Beverages are a mixed picture here. ?Beer is sold by the ounce, but
distilled spirits in 750 ml. bottles, sometimes called "fifths"--but
that's a cheat--a true "fifth" is 0.8 quarts or 757 ml. ?The
distillers didn't change their prices when the conversion was made.
Soft drinks are another matter--large containers are 2L, instead of
0.5 gallon, so that's a plus. ?But small containers are still 8, 16
or 20 oz.
Fortunately, drug prescriptions are now written in metric instead of
drams, minims and scruples. ?I can remember when they weren't.
Conversion of recipes for cooking can be a nightmare. ?What the heck
is a Gas Mark? ?US cooks tend to measure by volume, UK by weight (I
have never owned a kitchen scale and I've been cooking for a long
time). ?Even those things that appear to be straightforward very
often aren't. ?A "half pint" of water is 8 liquid ounces in the US,
but 10 in the U.K.
I'll stop here.
Precisely my point. The alleged Imperial "standard" isn't even
standard: pints, quarts, gallons and so on all mean different things
on either side of the Atlantic.

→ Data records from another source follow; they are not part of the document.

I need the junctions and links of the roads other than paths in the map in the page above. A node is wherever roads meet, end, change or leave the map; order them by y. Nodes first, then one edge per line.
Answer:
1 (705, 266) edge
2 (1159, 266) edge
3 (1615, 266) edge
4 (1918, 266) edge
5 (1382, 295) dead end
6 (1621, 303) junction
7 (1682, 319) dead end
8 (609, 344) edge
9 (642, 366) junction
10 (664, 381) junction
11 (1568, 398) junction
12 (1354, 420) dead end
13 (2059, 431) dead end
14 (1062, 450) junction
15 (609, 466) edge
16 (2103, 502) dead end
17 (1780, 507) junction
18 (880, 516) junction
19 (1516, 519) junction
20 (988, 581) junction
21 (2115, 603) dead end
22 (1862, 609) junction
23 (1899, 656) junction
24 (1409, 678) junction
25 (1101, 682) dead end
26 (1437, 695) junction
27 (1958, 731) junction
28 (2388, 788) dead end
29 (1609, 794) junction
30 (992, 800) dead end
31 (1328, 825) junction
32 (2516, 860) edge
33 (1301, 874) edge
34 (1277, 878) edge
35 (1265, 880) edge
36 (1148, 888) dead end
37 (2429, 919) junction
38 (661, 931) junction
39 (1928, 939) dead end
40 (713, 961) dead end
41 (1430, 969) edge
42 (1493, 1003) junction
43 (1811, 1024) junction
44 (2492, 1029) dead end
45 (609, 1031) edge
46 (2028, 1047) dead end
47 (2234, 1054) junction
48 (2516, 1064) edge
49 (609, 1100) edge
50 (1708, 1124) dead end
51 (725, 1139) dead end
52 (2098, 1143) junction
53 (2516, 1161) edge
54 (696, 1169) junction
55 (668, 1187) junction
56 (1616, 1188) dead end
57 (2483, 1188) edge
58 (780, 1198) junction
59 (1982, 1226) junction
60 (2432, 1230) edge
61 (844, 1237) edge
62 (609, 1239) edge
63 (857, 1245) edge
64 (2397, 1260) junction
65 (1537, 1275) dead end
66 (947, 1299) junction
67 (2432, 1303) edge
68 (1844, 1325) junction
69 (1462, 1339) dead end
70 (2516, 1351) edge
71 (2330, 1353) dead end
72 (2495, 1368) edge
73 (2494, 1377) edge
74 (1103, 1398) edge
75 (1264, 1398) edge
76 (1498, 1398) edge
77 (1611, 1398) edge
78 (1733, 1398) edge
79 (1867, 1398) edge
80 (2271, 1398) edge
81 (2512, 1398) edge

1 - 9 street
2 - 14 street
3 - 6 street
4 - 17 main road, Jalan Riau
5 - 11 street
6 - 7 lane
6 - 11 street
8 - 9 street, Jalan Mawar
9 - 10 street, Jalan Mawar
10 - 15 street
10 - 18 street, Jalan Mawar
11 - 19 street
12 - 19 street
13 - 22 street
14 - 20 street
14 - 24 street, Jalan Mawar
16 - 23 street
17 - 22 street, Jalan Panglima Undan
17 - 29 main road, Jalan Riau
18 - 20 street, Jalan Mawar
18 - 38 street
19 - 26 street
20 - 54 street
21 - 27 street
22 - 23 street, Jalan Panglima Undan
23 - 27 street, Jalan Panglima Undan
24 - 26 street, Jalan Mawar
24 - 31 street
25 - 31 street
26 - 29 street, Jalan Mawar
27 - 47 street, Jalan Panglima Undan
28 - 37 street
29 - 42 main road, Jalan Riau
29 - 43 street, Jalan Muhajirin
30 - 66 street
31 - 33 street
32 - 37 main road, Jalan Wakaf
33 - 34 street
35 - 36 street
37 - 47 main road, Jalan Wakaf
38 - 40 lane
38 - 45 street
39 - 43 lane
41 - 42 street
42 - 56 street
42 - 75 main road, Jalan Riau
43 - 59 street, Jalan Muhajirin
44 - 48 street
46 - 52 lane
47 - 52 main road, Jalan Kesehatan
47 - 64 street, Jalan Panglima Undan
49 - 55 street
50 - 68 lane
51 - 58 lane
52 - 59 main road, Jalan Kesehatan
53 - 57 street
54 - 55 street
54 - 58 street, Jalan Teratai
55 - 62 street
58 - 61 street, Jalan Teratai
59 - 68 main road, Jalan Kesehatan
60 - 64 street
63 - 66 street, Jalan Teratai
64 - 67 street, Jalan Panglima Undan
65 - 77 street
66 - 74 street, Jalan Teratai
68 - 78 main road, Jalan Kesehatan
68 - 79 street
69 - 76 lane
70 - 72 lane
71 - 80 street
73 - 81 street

AFAICT America doesn't really use
things like stones and hundredweight, and frankly, I'll be buggered if
I am going to try to remember how many of one meaningless contrived
unit fits into another meaningless contrived unit. I don't know how
many ounces are in a pound, pounds in a stone, yards in a mile or any
of that nonsense. Never have, never will.
The argument about "human scales" is utterly specious and based merely
on parochiality. As for things like basing the 0 of the temperature
scale on one arbitrary quantity and 100 on something utterly unrelated
- if anyone proposed this to me as a system, I'd laugh them out of
court. It's risible. At the very least, use the same substance!
Metric makes sense. Everything's in tens and hundreds and thousands;
unit conversion is trivial. The different measurements are all
connected - 1 litre = a 10 x 10 x 10 cm cube, and that much water is
1kg. Freeze it, that's 0?C; boil it, that's 100?. It all interlocks
like clockwork, no fooling around with 24 of this makes 1 of those but
three-fourteenths of one of them, and a unit of weight depends on what
you're weighing and suchlike nonsense.
It's about as sensible, practical and useful as Roman numerals.